On paper, the show sounds a bit complex. The company has created 25 short plays based on 25 great works of literature, including the three aforementioned tales. The plays are divided up into categories such as “Epics” and “Classics.” Audience members are plucked from the audience and are instructed to roll a die. The number on the die corresponds with a play under each category. Whatever is rolled forms the lineup for the night.

Each short play utilizes a different form or genre of storytelling. For example, when the group performs Charles DickensGreat Expectations, the trio adds a sci-fi twist, casting cold-hearted Estella (Ned Record) as a robot. Edith Wharton’s Age of Innocence is played as a rock opera, which includes the song “Hot Cousin.” The show I saw ended on Victor Hugo’s sprawling tale Les Miserables. Chicago dell’Arte plays the piece as a French farce with police inspector Javert chasing protagonist Jean Valjean Benny Hill style.

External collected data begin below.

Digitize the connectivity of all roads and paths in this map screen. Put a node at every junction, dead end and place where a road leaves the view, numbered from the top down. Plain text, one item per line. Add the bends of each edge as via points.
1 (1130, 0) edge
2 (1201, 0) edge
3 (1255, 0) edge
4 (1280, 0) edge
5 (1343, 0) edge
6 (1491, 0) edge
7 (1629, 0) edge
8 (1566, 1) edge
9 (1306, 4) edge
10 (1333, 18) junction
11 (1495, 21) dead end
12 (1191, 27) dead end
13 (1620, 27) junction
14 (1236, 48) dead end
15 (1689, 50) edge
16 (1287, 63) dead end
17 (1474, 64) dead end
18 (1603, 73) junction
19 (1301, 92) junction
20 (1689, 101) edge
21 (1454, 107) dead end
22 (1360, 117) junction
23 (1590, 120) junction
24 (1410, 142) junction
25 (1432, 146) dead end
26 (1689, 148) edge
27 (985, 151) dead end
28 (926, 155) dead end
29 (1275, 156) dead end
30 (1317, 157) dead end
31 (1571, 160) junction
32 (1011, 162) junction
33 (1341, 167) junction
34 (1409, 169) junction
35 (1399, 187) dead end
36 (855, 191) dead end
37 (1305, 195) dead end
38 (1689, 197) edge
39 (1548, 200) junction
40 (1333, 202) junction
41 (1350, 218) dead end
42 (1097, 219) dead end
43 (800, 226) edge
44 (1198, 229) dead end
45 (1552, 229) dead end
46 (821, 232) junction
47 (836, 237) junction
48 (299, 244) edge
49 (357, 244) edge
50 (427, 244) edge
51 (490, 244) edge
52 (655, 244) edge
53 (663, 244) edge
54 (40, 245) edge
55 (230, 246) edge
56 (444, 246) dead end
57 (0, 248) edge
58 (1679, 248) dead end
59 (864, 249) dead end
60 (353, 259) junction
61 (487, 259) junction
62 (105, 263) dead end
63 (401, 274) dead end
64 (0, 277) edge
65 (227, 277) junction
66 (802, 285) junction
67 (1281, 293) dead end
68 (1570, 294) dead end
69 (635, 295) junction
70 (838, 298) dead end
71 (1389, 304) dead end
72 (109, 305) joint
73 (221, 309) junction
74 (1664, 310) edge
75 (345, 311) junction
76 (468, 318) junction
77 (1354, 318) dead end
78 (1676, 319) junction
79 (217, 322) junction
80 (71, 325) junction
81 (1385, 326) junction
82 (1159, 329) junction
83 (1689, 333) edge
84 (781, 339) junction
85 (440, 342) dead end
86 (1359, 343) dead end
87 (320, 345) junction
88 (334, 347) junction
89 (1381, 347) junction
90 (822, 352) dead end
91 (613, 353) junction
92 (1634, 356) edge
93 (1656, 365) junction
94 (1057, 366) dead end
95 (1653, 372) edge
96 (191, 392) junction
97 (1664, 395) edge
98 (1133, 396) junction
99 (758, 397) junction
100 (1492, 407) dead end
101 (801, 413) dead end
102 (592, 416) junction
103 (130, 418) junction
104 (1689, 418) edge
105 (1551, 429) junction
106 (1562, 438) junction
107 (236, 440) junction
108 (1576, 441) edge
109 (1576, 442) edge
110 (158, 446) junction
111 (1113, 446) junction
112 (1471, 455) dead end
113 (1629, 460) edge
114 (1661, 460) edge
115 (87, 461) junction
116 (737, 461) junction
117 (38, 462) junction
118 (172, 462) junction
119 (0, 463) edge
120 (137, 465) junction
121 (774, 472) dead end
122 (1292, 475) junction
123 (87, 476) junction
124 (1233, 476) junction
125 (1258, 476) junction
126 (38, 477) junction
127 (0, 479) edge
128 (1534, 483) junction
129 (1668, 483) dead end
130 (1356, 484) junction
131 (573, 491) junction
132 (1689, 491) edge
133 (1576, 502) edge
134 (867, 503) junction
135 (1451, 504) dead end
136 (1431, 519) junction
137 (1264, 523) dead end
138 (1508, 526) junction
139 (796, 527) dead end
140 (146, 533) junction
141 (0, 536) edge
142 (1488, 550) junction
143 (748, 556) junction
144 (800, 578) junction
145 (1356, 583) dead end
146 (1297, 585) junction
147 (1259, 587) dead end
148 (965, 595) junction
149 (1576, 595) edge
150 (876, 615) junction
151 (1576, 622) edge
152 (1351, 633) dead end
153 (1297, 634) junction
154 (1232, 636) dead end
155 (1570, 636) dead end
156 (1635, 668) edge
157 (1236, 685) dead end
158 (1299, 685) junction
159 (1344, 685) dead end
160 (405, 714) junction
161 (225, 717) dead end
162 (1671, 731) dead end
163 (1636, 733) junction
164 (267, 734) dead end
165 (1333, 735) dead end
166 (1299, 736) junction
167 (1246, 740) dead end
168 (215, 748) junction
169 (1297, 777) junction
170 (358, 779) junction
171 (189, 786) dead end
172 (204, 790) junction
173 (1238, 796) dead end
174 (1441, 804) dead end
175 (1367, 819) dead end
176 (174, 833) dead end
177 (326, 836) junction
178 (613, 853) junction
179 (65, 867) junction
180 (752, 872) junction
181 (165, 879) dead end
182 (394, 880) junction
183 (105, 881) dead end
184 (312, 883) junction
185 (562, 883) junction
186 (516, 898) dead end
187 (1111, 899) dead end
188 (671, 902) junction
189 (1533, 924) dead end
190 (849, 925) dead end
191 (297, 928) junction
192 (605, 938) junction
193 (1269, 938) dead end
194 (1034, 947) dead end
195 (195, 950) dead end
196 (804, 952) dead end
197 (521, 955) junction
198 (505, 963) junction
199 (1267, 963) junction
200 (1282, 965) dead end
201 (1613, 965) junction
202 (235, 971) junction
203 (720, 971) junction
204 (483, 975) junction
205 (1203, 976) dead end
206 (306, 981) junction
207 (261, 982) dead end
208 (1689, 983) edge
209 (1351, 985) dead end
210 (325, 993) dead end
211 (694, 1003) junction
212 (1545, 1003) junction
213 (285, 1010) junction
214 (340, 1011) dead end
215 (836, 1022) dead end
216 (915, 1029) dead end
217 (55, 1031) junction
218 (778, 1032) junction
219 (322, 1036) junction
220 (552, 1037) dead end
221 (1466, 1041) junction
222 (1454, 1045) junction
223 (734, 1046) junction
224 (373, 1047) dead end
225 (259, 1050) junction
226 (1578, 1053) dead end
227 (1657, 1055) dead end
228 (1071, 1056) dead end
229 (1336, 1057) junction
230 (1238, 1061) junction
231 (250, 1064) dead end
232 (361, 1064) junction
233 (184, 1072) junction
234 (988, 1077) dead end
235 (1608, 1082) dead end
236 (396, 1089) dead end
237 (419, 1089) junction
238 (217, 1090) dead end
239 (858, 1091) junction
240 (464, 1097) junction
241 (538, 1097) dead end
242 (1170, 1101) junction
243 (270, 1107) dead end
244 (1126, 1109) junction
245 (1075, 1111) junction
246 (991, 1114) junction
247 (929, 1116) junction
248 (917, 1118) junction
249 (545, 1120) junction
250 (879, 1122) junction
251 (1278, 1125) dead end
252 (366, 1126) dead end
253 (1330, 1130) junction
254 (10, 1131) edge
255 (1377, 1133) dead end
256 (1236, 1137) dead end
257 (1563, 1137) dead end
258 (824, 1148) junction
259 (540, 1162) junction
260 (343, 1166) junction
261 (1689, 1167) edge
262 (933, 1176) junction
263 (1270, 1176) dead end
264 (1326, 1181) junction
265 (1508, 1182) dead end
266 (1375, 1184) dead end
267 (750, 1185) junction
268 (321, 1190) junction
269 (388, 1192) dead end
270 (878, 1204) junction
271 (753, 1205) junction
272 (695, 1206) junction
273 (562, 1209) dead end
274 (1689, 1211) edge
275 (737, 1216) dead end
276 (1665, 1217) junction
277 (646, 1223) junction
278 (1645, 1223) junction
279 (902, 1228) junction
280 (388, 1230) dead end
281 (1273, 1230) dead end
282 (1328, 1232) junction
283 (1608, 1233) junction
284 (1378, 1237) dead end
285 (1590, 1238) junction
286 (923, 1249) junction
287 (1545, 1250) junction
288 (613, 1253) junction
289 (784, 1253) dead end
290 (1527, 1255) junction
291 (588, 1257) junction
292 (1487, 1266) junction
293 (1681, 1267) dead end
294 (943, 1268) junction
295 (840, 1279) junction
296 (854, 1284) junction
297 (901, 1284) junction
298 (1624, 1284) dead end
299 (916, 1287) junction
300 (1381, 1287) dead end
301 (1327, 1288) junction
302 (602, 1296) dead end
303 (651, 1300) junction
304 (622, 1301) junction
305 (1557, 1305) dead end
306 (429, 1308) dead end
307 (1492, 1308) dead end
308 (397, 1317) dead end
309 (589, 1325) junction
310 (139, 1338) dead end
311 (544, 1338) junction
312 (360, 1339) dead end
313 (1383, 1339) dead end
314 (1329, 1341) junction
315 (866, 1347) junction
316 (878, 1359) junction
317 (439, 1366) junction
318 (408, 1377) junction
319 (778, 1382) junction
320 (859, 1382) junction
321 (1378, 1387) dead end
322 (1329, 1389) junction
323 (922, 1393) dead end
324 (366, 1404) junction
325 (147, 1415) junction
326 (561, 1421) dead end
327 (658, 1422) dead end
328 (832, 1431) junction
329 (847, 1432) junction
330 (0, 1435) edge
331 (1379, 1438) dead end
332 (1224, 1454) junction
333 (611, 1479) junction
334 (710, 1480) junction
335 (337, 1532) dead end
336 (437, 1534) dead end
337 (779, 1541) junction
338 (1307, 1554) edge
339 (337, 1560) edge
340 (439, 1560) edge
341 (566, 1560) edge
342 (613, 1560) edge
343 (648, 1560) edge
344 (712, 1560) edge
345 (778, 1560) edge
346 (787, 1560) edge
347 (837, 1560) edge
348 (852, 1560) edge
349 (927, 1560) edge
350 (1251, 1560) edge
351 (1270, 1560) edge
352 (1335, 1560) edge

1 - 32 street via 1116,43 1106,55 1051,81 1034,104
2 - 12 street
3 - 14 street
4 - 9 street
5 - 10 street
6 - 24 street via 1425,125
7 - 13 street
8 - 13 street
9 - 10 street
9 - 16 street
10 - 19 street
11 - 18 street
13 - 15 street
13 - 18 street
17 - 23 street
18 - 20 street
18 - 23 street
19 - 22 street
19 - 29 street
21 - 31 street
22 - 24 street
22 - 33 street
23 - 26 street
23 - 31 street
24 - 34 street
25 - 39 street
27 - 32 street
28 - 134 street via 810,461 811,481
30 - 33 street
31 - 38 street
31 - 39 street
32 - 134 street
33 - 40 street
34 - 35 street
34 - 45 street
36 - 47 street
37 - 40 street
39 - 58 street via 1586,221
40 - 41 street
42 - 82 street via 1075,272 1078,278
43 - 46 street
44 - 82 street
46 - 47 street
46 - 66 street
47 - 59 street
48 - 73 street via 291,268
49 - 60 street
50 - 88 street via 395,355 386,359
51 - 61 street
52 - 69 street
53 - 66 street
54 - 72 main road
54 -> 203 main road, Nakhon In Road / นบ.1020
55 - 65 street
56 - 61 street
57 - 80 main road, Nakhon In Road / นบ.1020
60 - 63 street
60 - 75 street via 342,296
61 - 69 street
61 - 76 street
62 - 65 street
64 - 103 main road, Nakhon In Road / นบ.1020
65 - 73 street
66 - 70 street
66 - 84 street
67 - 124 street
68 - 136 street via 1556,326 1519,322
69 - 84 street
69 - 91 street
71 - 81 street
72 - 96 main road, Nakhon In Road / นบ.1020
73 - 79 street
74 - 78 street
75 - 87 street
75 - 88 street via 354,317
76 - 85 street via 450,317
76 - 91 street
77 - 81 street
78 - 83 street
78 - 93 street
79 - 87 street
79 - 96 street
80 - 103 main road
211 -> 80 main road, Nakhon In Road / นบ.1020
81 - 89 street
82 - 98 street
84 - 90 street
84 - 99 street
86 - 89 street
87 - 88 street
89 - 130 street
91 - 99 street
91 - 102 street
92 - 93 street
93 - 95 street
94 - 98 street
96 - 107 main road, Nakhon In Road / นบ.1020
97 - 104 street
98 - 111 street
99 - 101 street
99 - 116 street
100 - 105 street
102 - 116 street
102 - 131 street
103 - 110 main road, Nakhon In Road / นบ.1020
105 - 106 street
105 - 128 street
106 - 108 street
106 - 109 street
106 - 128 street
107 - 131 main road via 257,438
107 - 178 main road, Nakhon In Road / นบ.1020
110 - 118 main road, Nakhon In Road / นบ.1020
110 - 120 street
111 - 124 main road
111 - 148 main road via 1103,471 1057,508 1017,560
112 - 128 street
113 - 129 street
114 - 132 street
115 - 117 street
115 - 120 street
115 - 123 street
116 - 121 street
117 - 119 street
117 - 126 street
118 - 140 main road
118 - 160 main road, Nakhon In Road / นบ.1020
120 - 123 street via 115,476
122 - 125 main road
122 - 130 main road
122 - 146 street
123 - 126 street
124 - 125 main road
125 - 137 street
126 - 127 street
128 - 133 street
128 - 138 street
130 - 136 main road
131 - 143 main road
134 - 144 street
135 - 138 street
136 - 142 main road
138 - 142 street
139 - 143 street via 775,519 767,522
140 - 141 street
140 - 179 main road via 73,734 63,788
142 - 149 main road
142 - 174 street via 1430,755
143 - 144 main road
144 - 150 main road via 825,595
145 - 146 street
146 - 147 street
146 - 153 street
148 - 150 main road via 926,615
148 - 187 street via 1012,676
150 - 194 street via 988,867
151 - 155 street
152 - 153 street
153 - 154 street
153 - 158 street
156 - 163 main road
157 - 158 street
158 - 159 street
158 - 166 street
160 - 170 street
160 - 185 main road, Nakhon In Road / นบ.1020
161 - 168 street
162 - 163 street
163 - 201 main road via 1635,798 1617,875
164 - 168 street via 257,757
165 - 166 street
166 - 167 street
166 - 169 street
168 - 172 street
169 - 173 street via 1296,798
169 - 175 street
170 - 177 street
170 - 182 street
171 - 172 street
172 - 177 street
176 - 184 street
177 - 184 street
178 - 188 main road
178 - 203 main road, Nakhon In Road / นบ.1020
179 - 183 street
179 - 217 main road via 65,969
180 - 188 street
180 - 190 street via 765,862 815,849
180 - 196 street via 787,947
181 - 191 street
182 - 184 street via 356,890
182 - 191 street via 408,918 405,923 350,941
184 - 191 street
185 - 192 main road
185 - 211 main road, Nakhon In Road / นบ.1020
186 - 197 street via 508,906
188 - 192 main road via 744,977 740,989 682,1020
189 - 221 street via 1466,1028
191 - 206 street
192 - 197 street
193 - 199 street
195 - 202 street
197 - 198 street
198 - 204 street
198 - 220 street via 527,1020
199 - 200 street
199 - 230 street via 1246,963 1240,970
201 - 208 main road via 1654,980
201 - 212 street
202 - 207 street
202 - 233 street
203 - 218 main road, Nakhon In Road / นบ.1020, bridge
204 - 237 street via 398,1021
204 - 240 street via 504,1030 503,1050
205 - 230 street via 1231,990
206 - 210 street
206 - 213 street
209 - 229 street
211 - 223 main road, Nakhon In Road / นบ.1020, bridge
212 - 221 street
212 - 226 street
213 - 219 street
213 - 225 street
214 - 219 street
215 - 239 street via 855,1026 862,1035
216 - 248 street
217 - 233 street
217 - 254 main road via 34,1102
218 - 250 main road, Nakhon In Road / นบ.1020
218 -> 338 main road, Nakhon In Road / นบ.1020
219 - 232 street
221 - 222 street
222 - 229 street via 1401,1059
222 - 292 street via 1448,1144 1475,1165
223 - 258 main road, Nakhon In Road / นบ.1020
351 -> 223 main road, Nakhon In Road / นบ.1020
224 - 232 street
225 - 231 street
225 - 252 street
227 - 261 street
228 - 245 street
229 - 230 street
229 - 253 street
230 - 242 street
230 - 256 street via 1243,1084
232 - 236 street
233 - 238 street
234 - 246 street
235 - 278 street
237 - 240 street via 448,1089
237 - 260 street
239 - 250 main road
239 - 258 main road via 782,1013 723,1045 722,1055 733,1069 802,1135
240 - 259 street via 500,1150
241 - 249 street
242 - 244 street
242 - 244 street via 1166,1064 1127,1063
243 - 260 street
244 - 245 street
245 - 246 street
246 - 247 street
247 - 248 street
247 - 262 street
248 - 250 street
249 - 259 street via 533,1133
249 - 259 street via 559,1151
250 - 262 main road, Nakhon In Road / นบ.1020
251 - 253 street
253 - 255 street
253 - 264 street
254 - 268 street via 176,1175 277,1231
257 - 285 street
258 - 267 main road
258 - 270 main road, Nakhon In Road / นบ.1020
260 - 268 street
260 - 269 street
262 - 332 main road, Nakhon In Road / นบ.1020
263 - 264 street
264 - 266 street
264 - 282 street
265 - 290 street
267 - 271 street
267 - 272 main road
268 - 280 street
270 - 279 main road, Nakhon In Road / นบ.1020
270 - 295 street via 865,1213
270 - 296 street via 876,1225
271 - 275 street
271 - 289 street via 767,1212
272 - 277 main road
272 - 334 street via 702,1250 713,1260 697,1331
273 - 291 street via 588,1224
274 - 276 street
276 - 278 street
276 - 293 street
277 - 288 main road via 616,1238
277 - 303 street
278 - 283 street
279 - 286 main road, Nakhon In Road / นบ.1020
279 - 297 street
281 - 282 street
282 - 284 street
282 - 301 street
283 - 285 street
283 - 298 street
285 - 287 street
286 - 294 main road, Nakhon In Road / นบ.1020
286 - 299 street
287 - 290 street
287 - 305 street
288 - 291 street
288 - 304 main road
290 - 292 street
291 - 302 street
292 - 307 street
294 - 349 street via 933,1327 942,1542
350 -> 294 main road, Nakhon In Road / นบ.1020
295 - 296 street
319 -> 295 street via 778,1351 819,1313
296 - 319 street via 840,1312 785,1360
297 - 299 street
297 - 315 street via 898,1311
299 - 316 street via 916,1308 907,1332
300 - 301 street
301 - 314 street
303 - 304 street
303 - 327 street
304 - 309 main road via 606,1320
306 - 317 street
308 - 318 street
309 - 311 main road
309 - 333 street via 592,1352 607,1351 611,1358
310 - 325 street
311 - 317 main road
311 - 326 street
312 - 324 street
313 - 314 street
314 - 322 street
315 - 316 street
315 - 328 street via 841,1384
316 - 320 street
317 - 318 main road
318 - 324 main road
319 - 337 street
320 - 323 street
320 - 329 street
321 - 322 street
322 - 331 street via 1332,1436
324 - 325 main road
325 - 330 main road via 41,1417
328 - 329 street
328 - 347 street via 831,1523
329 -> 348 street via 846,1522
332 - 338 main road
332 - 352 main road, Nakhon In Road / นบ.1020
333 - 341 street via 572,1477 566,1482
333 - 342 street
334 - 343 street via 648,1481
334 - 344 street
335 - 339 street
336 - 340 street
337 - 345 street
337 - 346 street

Layered on top of the mini plays is a larger meta piece. Company member Derek Jarvis is the jovial but serious master of ceremonies who introduces to the audience the concept of the show. It is his mission, as he states, to synthesize the academic and the artistic. Meanwhile, company members Nick Freed and Ned Record assume the roles of goofy, childlike rogues who debase Jarvis’ lofty aspirations.

With a strong understanding of the source material and brilliant acting chops, Chicago dell’Arte pulls off this marathon of a show. What is most impressive is how there never once is a delay or downtime between pieces. The three manage to weave an uninterrupted narrative throughout The Literati, working in smooth transitions from classic to classic, while casually returning to the meta play throughout.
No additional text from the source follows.